*WHAT THE EXERCISE ASKS:*
Return each line of the data below exactly, omitting any pictures.

*Collected data entries:*
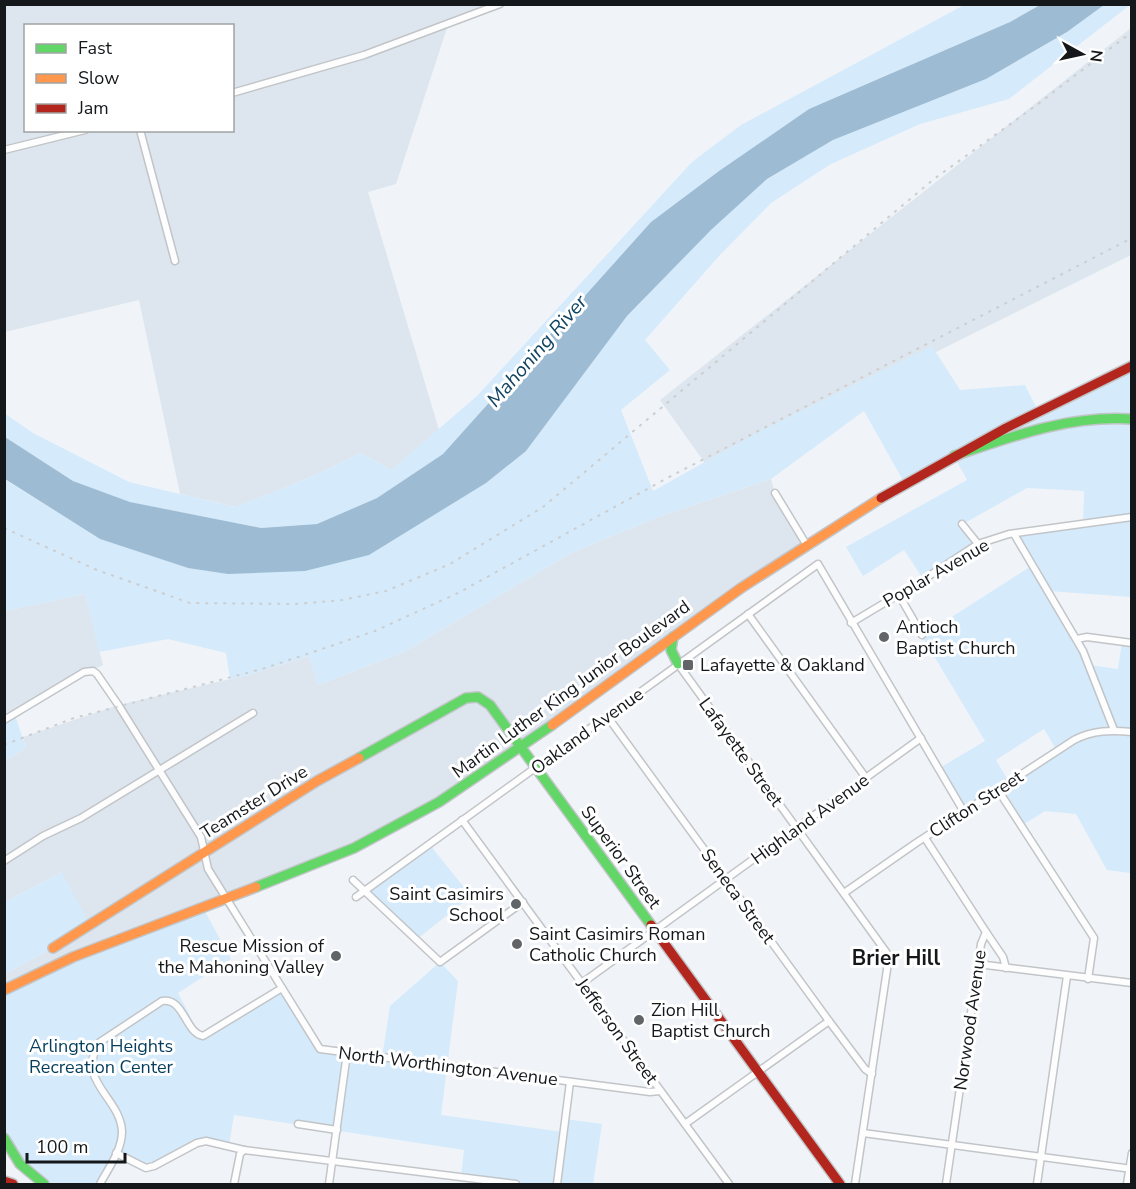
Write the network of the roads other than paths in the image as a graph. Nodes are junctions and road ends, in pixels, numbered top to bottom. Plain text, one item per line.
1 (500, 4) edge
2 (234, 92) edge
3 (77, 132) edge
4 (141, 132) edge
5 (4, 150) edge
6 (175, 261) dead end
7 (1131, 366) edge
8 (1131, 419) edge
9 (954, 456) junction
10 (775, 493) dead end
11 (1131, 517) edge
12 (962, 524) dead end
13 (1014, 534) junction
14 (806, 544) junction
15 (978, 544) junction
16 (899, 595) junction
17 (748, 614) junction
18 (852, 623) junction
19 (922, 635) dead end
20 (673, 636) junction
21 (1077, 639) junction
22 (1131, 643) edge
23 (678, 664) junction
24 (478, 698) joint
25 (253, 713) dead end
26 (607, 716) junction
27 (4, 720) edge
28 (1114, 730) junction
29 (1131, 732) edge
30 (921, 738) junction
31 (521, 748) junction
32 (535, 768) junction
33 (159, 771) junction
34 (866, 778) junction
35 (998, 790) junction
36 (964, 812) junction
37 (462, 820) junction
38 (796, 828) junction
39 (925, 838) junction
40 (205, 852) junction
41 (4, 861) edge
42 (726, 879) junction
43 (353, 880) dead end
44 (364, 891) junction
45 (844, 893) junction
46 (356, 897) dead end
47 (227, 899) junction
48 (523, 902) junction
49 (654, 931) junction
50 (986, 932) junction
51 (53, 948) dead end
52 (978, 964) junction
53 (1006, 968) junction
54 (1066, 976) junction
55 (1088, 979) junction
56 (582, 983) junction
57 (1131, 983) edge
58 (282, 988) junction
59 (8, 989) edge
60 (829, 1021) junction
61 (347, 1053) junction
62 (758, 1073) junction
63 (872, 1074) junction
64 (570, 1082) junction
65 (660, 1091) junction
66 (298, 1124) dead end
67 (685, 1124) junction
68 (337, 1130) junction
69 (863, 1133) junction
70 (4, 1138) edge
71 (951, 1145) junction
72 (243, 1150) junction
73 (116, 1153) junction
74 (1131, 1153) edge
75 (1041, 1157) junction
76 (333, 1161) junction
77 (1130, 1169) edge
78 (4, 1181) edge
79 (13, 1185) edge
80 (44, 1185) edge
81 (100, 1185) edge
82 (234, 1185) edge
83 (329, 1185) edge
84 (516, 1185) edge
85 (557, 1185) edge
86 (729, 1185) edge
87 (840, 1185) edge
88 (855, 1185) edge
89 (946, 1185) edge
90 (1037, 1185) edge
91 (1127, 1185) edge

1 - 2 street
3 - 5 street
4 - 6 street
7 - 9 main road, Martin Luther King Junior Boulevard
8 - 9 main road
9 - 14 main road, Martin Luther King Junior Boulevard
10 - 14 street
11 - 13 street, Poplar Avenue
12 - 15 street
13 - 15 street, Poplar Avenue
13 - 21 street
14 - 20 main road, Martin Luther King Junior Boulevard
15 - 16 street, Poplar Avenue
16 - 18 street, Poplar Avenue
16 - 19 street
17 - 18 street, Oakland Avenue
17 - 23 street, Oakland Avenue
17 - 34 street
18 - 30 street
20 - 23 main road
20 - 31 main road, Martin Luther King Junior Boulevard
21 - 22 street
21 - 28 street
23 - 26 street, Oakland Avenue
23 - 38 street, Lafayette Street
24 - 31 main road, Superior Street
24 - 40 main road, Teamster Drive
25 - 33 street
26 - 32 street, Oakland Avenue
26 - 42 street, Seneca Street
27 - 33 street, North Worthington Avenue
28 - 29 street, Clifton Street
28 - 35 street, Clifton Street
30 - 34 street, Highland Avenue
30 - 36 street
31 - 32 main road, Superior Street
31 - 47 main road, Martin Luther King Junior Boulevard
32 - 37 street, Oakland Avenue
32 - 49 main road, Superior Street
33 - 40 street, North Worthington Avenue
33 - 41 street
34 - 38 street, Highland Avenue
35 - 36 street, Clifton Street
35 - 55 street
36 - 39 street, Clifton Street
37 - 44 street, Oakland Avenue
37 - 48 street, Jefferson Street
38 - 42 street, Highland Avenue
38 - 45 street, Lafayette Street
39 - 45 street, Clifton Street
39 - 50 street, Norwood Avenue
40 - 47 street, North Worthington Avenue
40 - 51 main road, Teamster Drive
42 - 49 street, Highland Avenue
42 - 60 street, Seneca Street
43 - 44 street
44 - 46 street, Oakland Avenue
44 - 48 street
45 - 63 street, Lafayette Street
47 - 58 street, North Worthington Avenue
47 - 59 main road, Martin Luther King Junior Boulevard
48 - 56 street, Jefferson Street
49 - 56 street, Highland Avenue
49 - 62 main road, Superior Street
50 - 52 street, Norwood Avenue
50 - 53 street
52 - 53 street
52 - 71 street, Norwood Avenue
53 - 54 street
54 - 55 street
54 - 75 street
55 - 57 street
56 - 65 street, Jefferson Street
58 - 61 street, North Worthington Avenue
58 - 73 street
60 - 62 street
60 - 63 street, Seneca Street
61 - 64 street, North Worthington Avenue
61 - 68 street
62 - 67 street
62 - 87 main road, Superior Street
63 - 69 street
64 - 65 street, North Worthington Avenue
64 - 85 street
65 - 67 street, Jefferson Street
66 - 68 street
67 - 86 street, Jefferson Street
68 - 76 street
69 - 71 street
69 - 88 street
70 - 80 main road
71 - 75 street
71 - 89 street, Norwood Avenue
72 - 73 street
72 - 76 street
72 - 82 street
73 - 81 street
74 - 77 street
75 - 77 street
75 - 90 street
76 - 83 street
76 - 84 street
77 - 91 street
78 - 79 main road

*EXERCISE RESPONSE:*
Write the network of the roads other than paths in the image as a graph. Nodes are junctions and road ends, in pixels, numbered top to bottom. Plain text, one item per line.
1 (500, 4) edge
2 (234, 92) edge
3 (77, 132) edge
4 (141, 132) edge
5 (4, 150) edge
6 (175, 261) dead end
7 (1131, 366) edge
8 (1131, 419) edge
9 (954, 456) junction
10 (775, 493) dead end
11 (1131, 517) edge
12 (962, 524) dead end
13 (1014, 534) junction
14 (806, 544) junction
15 (978, 544) junction
16 (899, 595) junction
17 (748, 614) junction
18 (852, 623) junction
19 (922, 635) dead end
20 (673, 636) junction
21 (1077, 639) junction
22 (1131, 643) edge
23 (678, 664) junction
24 (478, 698) joint
25 (253, 713) dead end
26 (607, 716) junction
27 (4, 720) edge
28 (1114, 730) junction
29 (1131, 732) edge
30 (921, 738) junction
31 (521, 748) junction
32 (535, 768) junction
33 (159, 771) junction
34 (866, 778) junction
35 (998, 790) junction
36 (964, 812) junction
37 (462, 820) junction
38 (796, 828) junction
39 (925, 838) junction
40 (205, 852) junction
41 (4, 861) edge
42 (726, 879) junction
43 (353, 880) dead end
44 (364, 891) junction
45 (844, 893) junction
46 (356, 897) dead end
47 (227, 899) junction
48 (523, 902) junction
49 (654, 931) junction
50 (986, 932) junction
51 (53, 948) dead end
52 (978, 964) junction
53 (1006, 968) junction
54 (1066, 976) junction
55 (1088, 979) junction
56 (582, 983) junction
57 (1131, 983) edge
58 (282, 988) junction
59 (8, 989) edge
60 (829, 1021) junction
61 (347, 1053) junction
62 (758, 1073) junction
63 (872, 1074) junction
64 (570, 1082) junction
65 (660, 1091) junction
66 (298, 1124) dead end
67 (685, 1124) junction
68 (337, 1130) junction
69 (863, 1133) junction
70 (4, 1138) edge
71 (951, 1145) junction
72 (243, 1150) junction
73 (116, 1153) junction
74 (1131, 1153) edge
75 (1041, 1157) junction
76 (333, 1161) junction
77 (1130, 1169) edge
78 (4, 1181) edge
79 (13, 1185) edge
80 (44, 1185) edge
81 (100, 1185) edge
82 (234, 1185) edge
83 (329, 1185) edge
84 (516, 1185) edge
85 (557, 1185) edge
86 (729, 1185) edge
87 (840, 1185) edge
88 (855, 1185) edge
89 (946, 1185) edge
90 (1037, 1185) edge
91 (1127, 1185) edge

1 - 2 street
3 - 5 street
4 - 6 street
7 - 9 main road, Martin Luther King Junior Boulevard
8 - 9 main road
9 - 14 main road, Martin Luther King Junior Boulevard
10 - 14 street
11 - 13 street, Poplar Avenue
12 - 15 street
13 - 15 street, Poplar Avenue
13 - 21 street
14 - 20 main road, Martin Luther King Junior Boulevard
15 - 16 street, Poplar Avenue
16 - 18 street, Poplar Avenue
16 - 19 street
17 - 18 street, Oakland Avenue
17 - 23 street, Oakland Avenue
17 - 34 street
18 - 30 street
20 - 23 main road
20 - 31 main road, Martin Luther King Junior Boulevard
21 - 22 street
21 - 28 street
23 - 26 street, Oakland Avenue
23 - 38 street, Lafayette Street
24 - 31 main road, Superior Street
24 - 40 main road, Teamster Drive
25 - 33 street
26 - 32 street, Oakland Avenue
26 - 42 street, Seneca Street
27 - 33 street, North Worthington Avenue
28 - 29 street, Clifton Street
28 - 35 street, Clifton Street
30 - 34 street, Highland Avenue
30 - 36 street
31 - 32 main road, Superior Street
31 - 47 main road, Martin Luther King Junior Boulevard
32 - 37 street, Oakland Avenue
32 - 49 main road, Superior Street
33 - 40 street, North Worthington Avenue
33 - 41 street
34 - 38 street, Highland Avenue
35 - 36 street, Clifton Street
35 - 55 street
36 - 39 street, Clifton Street
37 - 44 street, Oakland Avenue
37 - 48 street, Jefferson Street
38 - 42 street, Highland Avenue
38 - 45 street, Lafayette Street
39 - 45 street, Clifton Street
39 - 50 street, Norwood Avenue
40 - 47 street, North Worthington Avenue
40 - 51 main road, Teamster Drive
42 - 49 street, Highland Avenue
42 - 60 street, Seneca Street
43 - 44 street
44 - 46 street, Oakland Avenue
44 - 48 street
45 - 63 street, Lafayette Street
47 - 58 street, North Worthington Avenue
47 - 59 main road, Martin Luther King Junior Boulevard
48 - 56 street, Jefferson Street
49 - 56 street, Highland Avenue
49 - 62 main road, Superior Street
50 - 52 street, Norwood Avenue
50 - 53 street
52 - 53 street
52 - 71 street, Norwood Avenue
53 - 54 street
54 - 55 street
54 - 75 street
55 - 57 street
56 - 65 street, Jefferson Street
58 - 61 street, North Worthington Avenue
58 - 73 street
60 - 62 street
60 - 63 street, Seneca Street
61 - 64 street, North Worthington Avenue
61 - 68 street
62 - 67 street
62 - 87 main road, Superior Street
63 - 69 street
64 - 65 street, North Worthington Avenue
64 - 85 street
65 - 67 street, Jefferson Street
66 - 68 street
67 - 86 street, Jefferson Street
68 - 76 street
69 - 71 street
69 - 88 street
70 - 80 main road
71 - 75 street
71 - 89 street, Norwood Avenue
72 - 73 street
72 - 76 street
72 - 82 street
73 - 81 street
74 - 77 street
75 - 77 street
75 - 90 street
76 - 83 street
76 - 84 street
77 - 91 street
78 - 79 main road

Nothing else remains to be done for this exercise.